Initially he showed no obvious ill-effects during a roller-coaster round-robin encounter in front of a supportive crowd but eventually his injury caught up with him and forced him to admit his season is over.
"No, I am off," said Nadal.
"My season is finished. Yeah, I had the commitment with the event, with the city, with myself. I tried hard.
"I did the thing that I had to do to try to be ready to play. But I am really not ready to play.
"It is about the pain, I cannot hold with enough power to keep playing. I tried, but seriously it was a miracle to be very close in the score during the match. It really doesn't make sense."
Nadal - who has withdrawn five times in 13 previous ATP Finals, losing twice in finals - said he would work hard to be ready for the start of the next season and for the Australian Open in January.
"I know what I have to do," he said.
"I know all the things that happened in the past when I had these things, and I know the treatment that I had to do.
"I know the periods of time that I need (in order for the treatment) to work. Then if the treatment works or not, we will see.
"The good thing is it is nothing new. Everybody on my team has the right experience (to deal with the injury).
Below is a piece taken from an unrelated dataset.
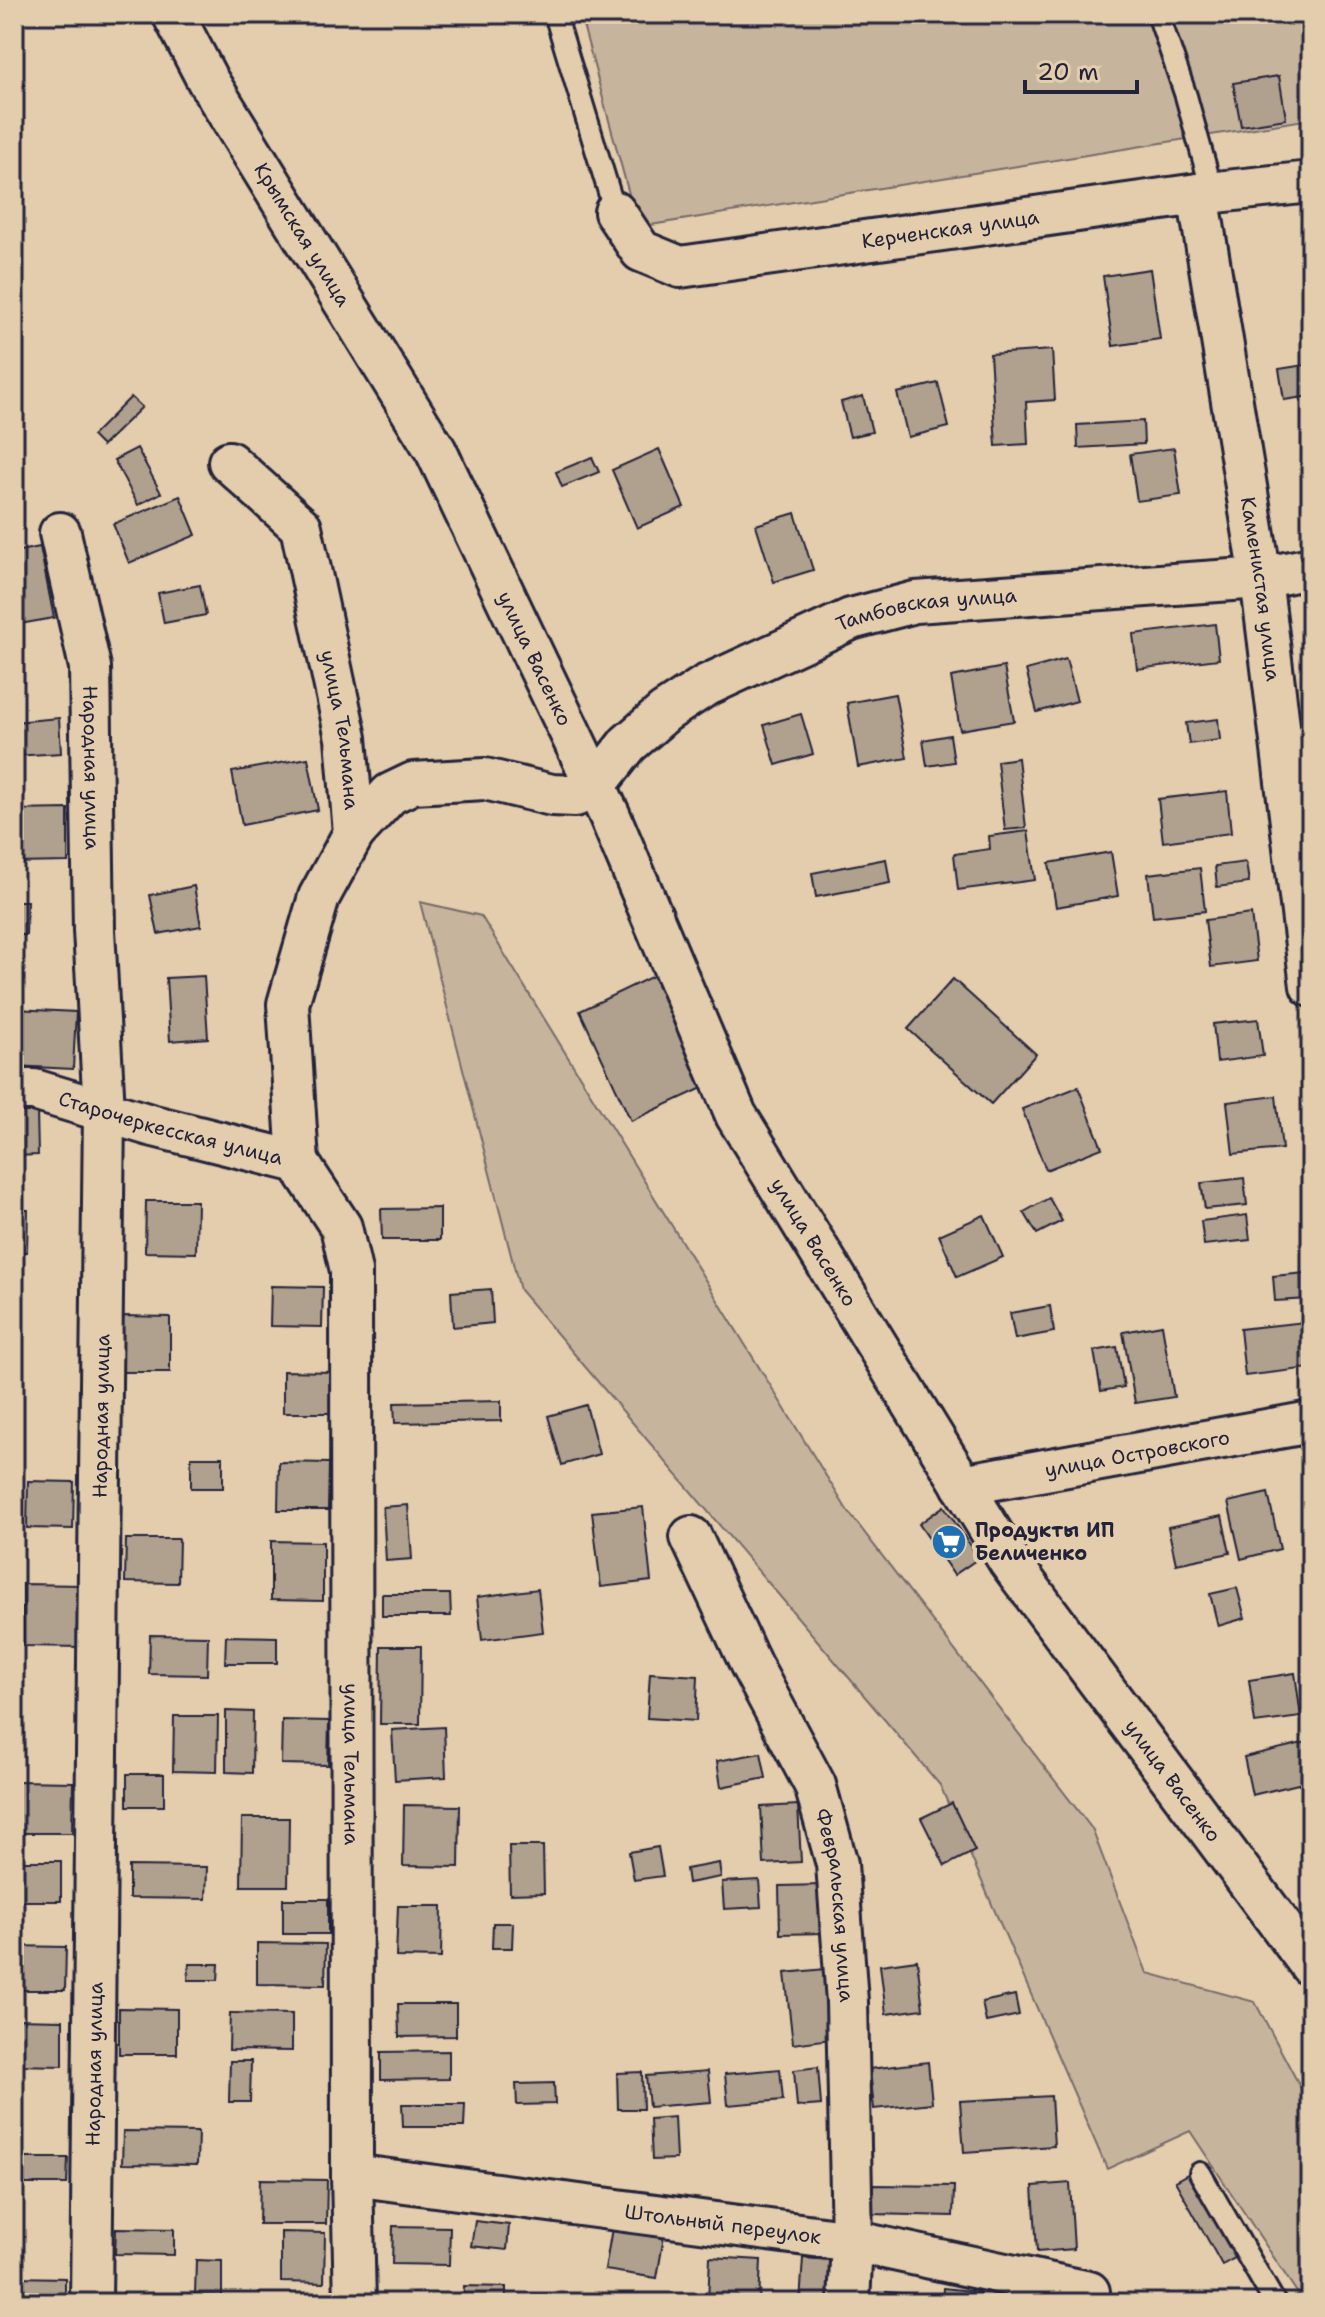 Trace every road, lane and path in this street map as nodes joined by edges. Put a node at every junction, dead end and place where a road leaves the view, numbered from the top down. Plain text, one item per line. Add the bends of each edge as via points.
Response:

"We hope to manage it, to have the right rest, the right work, and to try to be ready for the beginning of the next season."
In the deciding set on Monday, Nadal appeared to feel discomfort in his right knee as he went two breaks down but still he refused to admit defeat, recovering a break before eventually succumbing.
"It was a tough fight until the end," said a relieved Goffin.
"Rafa is one of the strongest players mentally on the tour. I am so happy to finally find the key to win this match. It is so special to do it here."
Nadal has won 75 singles titles in his illustrious career, including 16 Grand Slams and 30 Masters events but he has yet to triumph at the ATP Finals, played on quick indoor courts rather than his favoured clay.
Nadal's withdrawal leaves Roger Federer as the only headliner standing in a tournament now looking seriously short of star power.
The ATP Finals feature the top eight fit male singles players and doubles teams that have accrued the most points throughout the 2017 season.